(Hold on, I've gotta go hyperventilate.)
Don't worry. I'm here to personally assure you that Facebook has tons of already built in features that will keep your kid totally invisible from the outside world. If your kid is under 13, he/she is totally safe.
Another helpful article: http://blog.coherentia.com/index.php/2010/03/protecting-your-child-on-facebook-creating-the-account/
Your step child's account to Facebook has an email address and a password. In my opinion, your husband should know both of them and if he chooses to share that information with you, great. After all, this is a child (biologically yours or not) living under your roof, using your computer and your Internet connection. And you love this child. You want to protect them and make sure they're safe.
You and your husband have every right to see what they're doing online. At any time.
I get that it seems like you're invading their privacy, but really, it's time to get over that. Do you really think my mom respected my journal's DO NOT READ THIS OR I'LL FIND YOU AND RIP YOUR HAIR OUT sticker? No. How else do you think they found out about that Perkins waiter? I'm not saying you need to get in your step kid's account and snoop every day - but it is important to know you have access if you suspect something amiss. This is especially true for a younger child. Once they're 15 or 16, maybe reconsider if they've shown that they can handle an account sensibly.
I will say this. As a step parent, you might consider letting the biological father be the one to bring up issues if something inappropriate is discovered. Yes, you are a parental figure, but they only have one father and one true mother. Should you find something suspicious, I'd suggest telling it to your husband and letting him lead the charge in doing something about it. That doesn't mean you have to sit in the corner with your hands tied and tape across your mouth. You have input and you should share it. Just let Dad talk first and establish his role as a parent.
If your step kid has a FB account, chances are, you are one of the 27 people they actually know. They're probably going to "friend" you. Before you accept the request, remember to edit out photos of you dancing on table tops from your bachelorette party. Or at the very least double check your settings to make certain your child can't see those slightly less than "Step Mom of the Year" photos of you.

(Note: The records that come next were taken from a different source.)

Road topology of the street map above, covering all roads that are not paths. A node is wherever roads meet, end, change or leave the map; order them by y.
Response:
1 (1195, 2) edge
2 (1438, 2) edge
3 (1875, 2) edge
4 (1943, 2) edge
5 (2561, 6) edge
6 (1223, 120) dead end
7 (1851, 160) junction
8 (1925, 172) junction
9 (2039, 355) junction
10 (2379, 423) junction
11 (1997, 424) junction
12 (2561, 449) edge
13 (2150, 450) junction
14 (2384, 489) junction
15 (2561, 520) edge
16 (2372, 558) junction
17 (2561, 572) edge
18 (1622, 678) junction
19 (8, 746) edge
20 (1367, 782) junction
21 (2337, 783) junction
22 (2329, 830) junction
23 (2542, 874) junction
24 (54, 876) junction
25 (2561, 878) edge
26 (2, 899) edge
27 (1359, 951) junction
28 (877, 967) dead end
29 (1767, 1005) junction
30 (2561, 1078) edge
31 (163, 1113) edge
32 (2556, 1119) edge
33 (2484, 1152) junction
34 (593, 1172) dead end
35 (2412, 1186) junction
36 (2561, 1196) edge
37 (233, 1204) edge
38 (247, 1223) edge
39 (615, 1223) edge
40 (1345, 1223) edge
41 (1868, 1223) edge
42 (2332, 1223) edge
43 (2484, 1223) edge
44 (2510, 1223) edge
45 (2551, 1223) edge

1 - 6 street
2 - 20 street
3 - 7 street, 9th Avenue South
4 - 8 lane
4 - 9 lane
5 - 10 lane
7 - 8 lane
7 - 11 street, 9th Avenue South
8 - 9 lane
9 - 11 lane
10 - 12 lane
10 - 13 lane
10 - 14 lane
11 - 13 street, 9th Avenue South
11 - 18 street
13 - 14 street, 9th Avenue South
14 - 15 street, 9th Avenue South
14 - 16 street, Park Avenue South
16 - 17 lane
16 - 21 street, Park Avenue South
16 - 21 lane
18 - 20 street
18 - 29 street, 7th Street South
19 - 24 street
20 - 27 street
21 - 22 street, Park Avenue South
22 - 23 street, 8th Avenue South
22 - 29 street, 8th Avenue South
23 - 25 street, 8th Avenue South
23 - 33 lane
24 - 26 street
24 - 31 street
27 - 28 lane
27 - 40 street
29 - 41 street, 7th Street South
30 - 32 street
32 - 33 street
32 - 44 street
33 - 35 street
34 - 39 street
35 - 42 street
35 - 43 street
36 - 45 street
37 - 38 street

If you're like me and have a tendency to pen status updates about how excited you are to be reading that really smutty "Fifty Shades of Grey" trilogy, re-think letting your step child have access to your status updates as well. It may seem strange to them that all they can see is your name, your marital status and your graduation information, but tough. You are an adult and they are not. There are parts of your life that are not for their viewing or knowing. Just because your step child's life on FB is beginning, doesn't mean yours has to end. Be smart about how much you share.